Quinta, 4/4/2019 12:47.

Na manhã de hoje (4) a Polícia Civil relatou à imprensa mais detalhes sobre o assassinato da advogada Lucimara Stasiak, 30 anos, morta pelo namorado e também advogado Paulo de Carvalho Souza, 42 anos. Ele está preso preventivamente por feminicídio, sujeito à pena é de 12 a 30 anos, além  do agravante de ocultação de cadáver. 

O laudo do Instituto Geral de Perícias (IGP) comprovou que Lucimara foi morta com 14 facadas, principalmente na área torácica e no abdômen. Ela possuía marcas no pescoço, mas que não indicam sinal de asfixia, além de um ferimento na testa. Havia ainda ferimentos nos braços da advogada, indicando que ela tentou se defender.

O apartamento do casal, na rua 3.150, ainda está sendo periciado, mas já foi informado que o ar-condicionado estava na temperatura mínima para preservar o corpo e havia sangue na cama e no chão. Paulo teria ainda passado produtos de limpeza em Lucimara, para tentar conter o cheiro, já que o corpo estava se decompondo.

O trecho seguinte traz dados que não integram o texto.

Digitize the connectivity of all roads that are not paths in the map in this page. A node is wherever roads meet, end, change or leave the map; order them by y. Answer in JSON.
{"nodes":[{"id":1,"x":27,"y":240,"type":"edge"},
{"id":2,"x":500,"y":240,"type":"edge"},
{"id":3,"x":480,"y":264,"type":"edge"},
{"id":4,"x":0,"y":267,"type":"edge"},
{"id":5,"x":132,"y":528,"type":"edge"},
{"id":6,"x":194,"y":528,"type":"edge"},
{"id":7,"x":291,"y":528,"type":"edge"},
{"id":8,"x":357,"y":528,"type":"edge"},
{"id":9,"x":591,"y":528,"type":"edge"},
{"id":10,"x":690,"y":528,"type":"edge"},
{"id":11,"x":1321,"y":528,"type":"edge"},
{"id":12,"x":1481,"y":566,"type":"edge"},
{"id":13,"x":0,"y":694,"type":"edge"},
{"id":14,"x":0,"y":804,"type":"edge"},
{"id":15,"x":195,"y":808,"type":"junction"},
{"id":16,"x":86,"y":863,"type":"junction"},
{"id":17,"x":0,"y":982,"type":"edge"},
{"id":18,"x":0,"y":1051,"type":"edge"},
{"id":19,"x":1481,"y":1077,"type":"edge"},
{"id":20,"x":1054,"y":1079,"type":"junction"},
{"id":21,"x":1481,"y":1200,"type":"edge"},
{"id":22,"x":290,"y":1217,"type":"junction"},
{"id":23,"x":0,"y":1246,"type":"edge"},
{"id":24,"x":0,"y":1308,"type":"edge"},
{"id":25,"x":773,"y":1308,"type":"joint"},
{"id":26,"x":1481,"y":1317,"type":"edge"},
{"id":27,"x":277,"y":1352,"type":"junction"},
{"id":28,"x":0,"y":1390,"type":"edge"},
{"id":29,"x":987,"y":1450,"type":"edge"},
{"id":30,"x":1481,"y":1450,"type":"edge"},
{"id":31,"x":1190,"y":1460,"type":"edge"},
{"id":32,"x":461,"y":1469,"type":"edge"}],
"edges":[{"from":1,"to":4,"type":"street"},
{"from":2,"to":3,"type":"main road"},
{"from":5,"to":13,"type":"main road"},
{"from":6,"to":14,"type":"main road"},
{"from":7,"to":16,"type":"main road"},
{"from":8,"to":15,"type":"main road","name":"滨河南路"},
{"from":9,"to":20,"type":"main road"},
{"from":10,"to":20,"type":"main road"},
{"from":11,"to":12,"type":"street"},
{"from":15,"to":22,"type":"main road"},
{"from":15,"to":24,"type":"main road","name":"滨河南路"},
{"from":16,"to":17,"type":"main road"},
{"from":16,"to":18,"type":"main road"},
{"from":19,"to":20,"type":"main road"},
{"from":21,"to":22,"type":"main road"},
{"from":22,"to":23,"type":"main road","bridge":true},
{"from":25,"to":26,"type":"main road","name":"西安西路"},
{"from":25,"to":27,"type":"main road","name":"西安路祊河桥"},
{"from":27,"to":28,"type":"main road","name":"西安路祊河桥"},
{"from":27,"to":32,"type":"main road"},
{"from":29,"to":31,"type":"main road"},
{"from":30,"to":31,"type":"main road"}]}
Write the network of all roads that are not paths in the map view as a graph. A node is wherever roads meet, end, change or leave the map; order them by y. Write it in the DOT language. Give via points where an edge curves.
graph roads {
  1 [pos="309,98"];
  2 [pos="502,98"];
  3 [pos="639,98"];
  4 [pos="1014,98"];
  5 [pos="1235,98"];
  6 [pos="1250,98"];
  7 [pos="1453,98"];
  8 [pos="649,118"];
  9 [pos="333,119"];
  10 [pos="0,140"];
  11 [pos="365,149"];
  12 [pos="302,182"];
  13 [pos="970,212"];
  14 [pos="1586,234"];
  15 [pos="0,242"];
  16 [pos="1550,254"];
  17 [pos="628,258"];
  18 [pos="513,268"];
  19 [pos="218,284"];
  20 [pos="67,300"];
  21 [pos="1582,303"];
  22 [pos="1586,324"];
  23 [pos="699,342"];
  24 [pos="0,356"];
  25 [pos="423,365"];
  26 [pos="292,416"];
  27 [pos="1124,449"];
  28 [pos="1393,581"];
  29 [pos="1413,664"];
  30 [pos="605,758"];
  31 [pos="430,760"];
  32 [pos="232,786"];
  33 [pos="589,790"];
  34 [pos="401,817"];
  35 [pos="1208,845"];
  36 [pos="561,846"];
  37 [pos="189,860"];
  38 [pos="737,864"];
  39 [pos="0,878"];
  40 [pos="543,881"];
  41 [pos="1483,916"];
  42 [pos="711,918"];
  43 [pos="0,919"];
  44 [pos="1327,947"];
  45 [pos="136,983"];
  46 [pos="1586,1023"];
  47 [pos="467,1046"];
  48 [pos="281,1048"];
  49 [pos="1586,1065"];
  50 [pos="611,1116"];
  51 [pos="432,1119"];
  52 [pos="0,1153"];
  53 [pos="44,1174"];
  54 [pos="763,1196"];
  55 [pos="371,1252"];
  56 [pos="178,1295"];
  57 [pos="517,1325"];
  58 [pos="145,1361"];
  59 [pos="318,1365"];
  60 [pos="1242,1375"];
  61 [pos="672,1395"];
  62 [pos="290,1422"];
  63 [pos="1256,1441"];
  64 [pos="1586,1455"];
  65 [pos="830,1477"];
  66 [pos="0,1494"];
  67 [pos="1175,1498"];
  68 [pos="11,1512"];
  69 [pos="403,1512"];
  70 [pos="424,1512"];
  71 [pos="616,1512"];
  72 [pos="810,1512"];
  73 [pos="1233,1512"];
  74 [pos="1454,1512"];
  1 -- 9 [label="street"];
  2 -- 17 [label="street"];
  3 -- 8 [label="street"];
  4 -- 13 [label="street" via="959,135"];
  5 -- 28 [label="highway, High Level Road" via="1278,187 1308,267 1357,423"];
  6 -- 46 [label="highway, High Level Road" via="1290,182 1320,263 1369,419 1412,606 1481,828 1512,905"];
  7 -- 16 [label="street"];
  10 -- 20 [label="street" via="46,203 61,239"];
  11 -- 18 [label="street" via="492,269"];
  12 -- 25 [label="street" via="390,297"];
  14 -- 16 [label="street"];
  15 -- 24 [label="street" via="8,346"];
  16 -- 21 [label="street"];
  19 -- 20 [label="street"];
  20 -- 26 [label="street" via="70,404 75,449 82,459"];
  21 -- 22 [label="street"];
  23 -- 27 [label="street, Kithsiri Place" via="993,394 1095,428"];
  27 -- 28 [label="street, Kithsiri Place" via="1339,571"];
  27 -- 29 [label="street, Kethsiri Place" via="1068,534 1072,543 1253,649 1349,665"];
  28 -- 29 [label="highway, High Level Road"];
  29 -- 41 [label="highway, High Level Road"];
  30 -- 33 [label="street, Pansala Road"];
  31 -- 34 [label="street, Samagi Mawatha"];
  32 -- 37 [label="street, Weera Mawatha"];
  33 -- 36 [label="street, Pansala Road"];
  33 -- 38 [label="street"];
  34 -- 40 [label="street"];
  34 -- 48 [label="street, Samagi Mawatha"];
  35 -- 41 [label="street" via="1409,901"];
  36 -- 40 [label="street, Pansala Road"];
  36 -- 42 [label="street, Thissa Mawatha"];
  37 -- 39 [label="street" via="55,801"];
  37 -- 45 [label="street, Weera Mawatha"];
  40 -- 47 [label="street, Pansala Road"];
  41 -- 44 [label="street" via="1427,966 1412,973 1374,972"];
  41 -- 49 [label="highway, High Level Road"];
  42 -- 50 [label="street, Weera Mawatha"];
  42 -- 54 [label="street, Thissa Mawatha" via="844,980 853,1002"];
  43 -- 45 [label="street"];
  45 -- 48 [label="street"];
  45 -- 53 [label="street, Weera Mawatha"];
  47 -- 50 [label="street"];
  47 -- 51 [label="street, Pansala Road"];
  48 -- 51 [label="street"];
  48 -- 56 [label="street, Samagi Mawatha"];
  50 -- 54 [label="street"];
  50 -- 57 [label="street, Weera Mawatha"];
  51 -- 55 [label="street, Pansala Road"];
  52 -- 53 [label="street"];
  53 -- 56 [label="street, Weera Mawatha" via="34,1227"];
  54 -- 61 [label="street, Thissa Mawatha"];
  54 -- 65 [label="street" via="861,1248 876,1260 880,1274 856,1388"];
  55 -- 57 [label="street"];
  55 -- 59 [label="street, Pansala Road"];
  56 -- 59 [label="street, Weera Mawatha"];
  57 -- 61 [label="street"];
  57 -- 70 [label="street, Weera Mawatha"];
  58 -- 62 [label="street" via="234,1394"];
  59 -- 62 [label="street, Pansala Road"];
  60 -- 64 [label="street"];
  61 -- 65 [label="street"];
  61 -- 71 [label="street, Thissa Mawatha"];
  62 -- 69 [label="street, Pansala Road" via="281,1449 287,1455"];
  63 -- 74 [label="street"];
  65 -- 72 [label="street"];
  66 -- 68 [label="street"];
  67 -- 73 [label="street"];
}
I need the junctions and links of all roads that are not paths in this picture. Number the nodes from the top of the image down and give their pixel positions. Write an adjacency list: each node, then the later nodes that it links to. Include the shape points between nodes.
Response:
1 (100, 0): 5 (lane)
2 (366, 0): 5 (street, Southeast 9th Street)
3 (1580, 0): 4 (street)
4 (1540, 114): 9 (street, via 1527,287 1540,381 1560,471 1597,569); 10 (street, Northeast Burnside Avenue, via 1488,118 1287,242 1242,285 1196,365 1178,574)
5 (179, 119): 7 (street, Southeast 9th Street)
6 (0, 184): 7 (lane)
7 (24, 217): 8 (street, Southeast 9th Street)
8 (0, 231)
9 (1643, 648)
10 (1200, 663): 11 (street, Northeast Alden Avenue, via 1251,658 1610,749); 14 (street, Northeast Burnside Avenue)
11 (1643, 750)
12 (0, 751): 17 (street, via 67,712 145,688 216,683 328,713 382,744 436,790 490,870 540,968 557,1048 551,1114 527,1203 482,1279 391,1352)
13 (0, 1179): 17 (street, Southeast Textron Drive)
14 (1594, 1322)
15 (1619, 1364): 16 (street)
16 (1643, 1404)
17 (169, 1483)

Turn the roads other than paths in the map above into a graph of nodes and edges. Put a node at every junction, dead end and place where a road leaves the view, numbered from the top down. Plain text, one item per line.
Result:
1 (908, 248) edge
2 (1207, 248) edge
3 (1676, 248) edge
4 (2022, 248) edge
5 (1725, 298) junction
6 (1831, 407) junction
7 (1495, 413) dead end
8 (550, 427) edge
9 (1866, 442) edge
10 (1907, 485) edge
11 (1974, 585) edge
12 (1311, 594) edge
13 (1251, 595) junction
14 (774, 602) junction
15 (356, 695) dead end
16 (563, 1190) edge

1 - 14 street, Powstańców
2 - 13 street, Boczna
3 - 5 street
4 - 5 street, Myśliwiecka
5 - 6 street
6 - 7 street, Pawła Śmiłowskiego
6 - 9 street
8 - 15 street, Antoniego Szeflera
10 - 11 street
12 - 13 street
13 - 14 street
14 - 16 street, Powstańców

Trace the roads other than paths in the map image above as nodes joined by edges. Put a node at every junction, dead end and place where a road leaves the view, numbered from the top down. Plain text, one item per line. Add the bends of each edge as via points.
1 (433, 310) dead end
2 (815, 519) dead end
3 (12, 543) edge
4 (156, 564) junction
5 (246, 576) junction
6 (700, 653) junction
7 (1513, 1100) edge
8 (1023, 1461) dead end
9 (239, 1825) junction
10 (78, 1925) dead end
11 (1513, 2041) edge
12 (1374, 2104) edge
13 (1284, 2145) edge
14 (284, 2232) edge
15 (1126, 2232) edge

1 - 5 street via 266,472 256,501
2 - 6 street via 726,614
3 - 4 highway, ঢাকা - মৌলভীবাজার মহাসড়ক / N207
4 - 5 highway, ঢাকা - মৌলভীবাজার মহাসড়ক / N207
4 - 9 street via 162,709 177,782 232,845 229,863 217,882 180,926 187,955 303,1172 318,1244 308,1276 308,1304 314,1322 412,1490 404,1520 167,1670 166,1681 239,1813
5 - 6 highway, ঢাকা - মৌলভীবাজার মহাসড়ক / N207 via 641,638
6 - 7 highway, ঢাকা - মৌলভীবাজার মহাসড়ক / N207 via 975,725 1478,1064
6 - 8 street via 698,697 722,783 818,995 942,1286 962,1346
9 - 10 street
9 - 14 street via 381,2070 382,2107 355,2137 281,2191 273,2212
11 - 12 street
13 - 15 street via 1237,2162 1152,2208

O delegado responsável pelo caso, Ícaro Freitas, disse não acreditar que Paulo tenha transtorno mentais. “Ele mentiu e se contradisse muito. Quando os vizinhos questionaram onde a Lucimara estava, antes de chamar a Polícia Militar, ele disse que ela estava em Blumenau, que estava tudo bem. Chegou a passar um número de telefone falso também. Só não entendemos porque ele ficou tanto tempo com o corpo, talvez para ver o que faria”, explicou.

Os vizinhos também informaram à polícia que Paulo ficou com o chuveiro ligado por mais de 10 horas – para tentas escoar o sangue.

“Os moradores do prédio ouviram gritos na quinta-feira. Ele confessou que a matou, mas informalmente. Ele disse muitas coisas, inclusive que se algum policial entrasse no apartamento ele se jogaria e levaria um junto. Citou que estava armado, mas também era blefe”, contou.

Chegou até a polícia também a informação de que o advogado já havia tentado se matar em outra ocasião.Foi encontrada no apartamento uma receita para antidepressivos.

“Mas isso não é motivo para ele ter cometido o crime. As escritas em que ele citou as borboletas, aranhas e outras ‘visões’ são recentes, e não sabemos se nada disso é verdade. Eram muitos dizeres desconexos”, acrescentou.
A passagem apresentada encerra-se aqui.